Am ende gibt es enttäuschte Gesichter beim VfB Stuttgart: Waldemar Anton (links) und Sasa Kalajdzic Foto: Baumann/Cathrin Müller

Der VfB Stuttgart hat in Bremen wieder einen frühen Rückstand aufgeholt. Und diesmal war sogar der Sieg nahe. Doch die Mannschaft muss nach dem 2:2 noch einiges lernen, meint unser Sportredakteur Carlos Ubina.

Die Mannschaft des VfB Stuttgart muss weiter lernen. Und die erste Lektion aus dem zweiten Spieltag der Fußball-Bundesliga lautet: cleverer spielen. Denn mit etwas mehr Geschick hätte sich die Mannschaft von Trainer Pellegrino Matarazzo dann bei Werder Bremen nicht mit einem 2:2 begnügen müssen, sondern sie hätte gewonnen. Nur Sekunden fehlten im Weserstadion zum Auswärtssieg.

 

Doch Oliver Burke traf noch für die Gastgeber in der Nachspielzeit und sorgte für lange Gesichter bei den Stuttgartern. Ein Moment, in dem die Abwehr nicht sortiert war, hatte am Ende genügt. In einer Begegnung, die der VfB zu diesem Zeitpunkt kontrollierte. Mit den Toren von Wataru Endo (38.) und Silas Katompa (77.) hatten die Gäste das Spiel gedreht – nach dem frühen 0:1 durch Niclas Füllkrug (4.).

Wieder ein früher Rückstand. Wie schon in der Woche zuvor gegen RB Leipzig. „Wir waren in der Anfangsphase schläfrig“, sagte Matarazzo. Seine Elf bekam keinen Zugriff auf die stürmenden Bremer – und so lautet die zweite Lektion: hellwach sein von Beginn an. Eine Binsenweisheit im Fußball. Zumal wenn klar ist, dass Werder im ersten Spiel vor heimischer Kulisse nach dem Aufstieg von Euphorie getragen sein wird.

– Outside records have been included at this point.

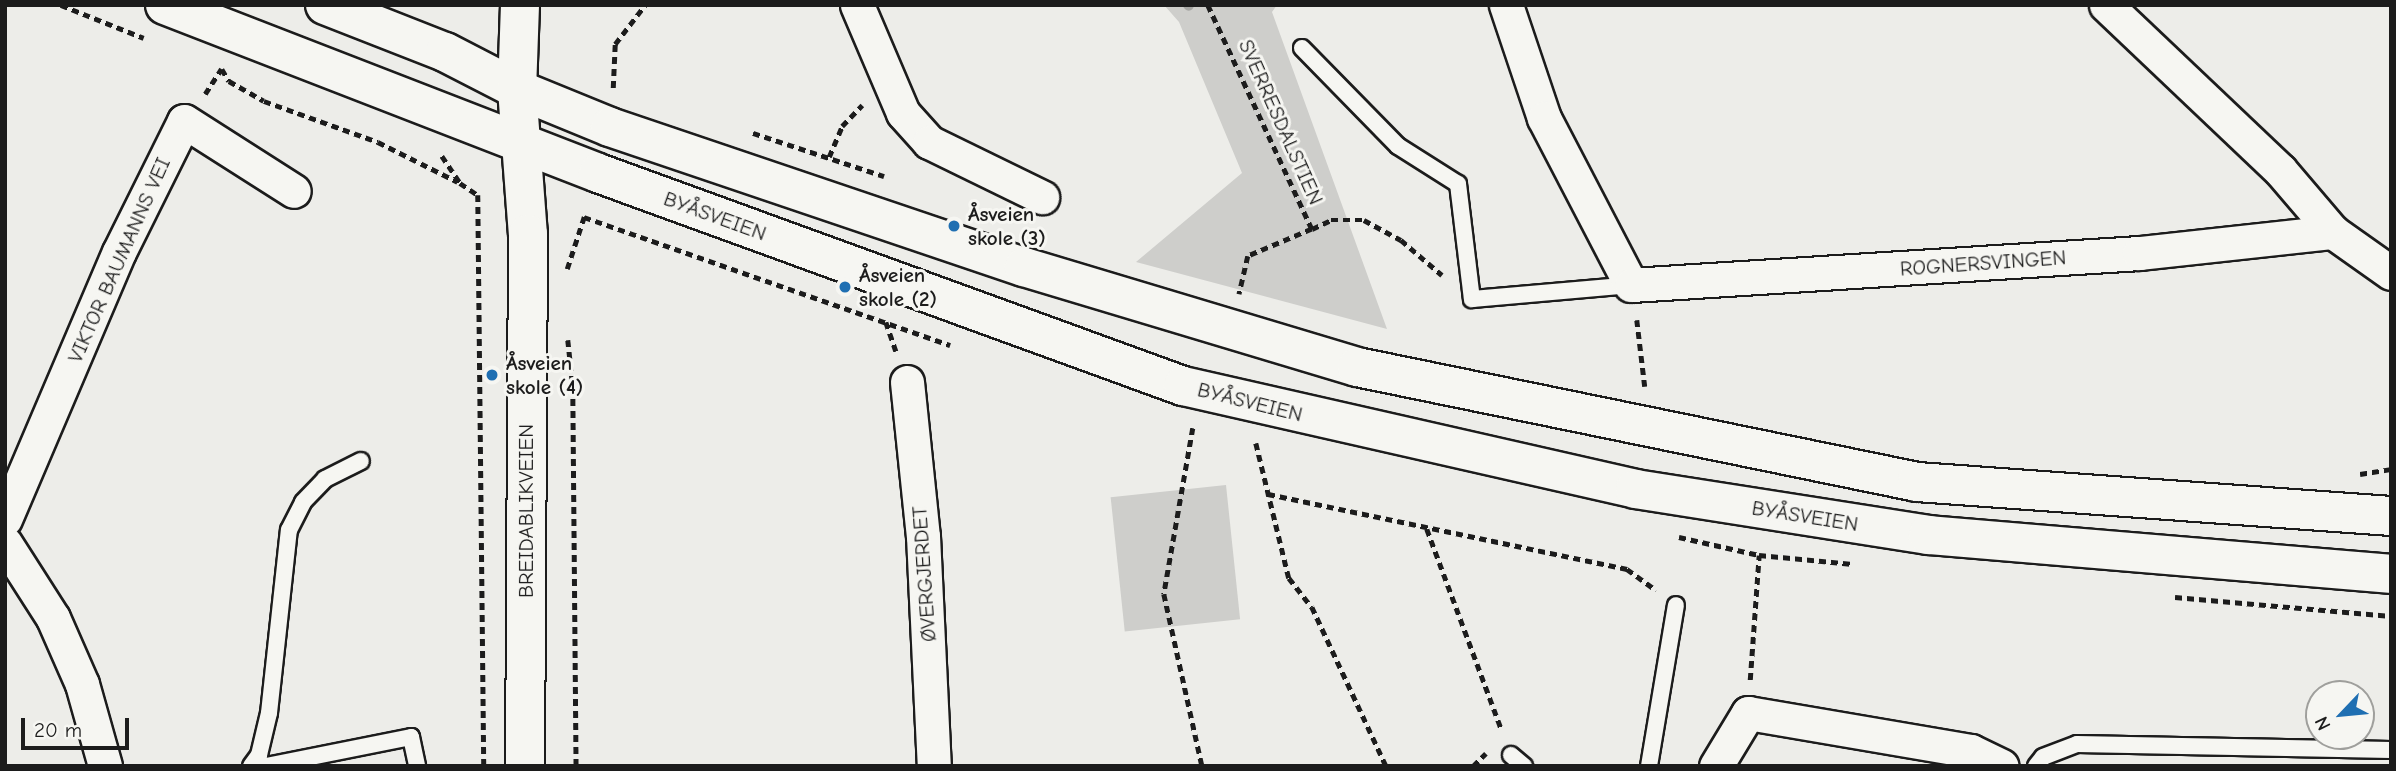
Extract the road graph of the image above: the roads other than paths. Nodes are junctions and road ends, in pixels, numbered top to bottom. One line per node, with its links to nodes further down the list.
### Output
1 (165, 5): 9 (main road, BYÅSVEIEN)
2 (325, 5): 8 (main road)
3 (520, 5): 8 (main road, BREIDABLIKVEIEN)
4 (857, 5): 11 (street)
5 (1506, 5): 14 (street)
6 (2106, 5): 12 (street)
7 (1302, 48): 14 (lane, ROGNERSVINGEN)
8 (517, 89): 9 (main road, BREIDABLIKVEIEN); 17 (main road)
9 (519, 142): 20 (main road, BYÅSVEIEN); 27 (main road, BREIDABLIKVEIEN)
10 (294, 191): 18 (street, VIKTOR BAUMANNS VEI)
11 (1042, 197)
12 (2333, 232): 13 (street); 14 (street, ROGNERSVINGEN)
13 (2391, 273)
14 (1631, 285)
15 (906, 382): 28 (street, ØVERGJERDET)
16 (360, 461): 24 (lane)
17 (2391, 516)
18 (5, 519)
19 (5, 543): 23 (street)
20 (2391, 574)
21 (1676, 605): 29 (lane)
22 (2391, 750): 32 (lane)
23 (104, 766)
24 (251, 766)
25 (266, 766): 26 (lane)
26 (417, 766)
27 (525, 766)
28 (934, 766)
29 (1649, 766)
30 (1716, 766): 31 (street)
31 (2002, 766)
32 (2036, 766)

Der VfB benötigte jedoch eine halbe Stunde, um in die Gänge zu kommen. Zu spät kann das sein. Und Matarazzo will nach den Gründen für die „Schlafmützigkeit“ suchen, wenngleich er nicht glaubt, dass sich schon ein Muster abzeichnet. Doch seine Mannschaft ist ein 100-Prozent-Team. Sie muss an der Leistungsgrenze spielen, um zu gewinnen. In jedem Augenblick – und das dürfte nach zwei Punkten in zwei Partien die dritte Lektion sein, die den Stuttgartern vor Augen geführt wurde.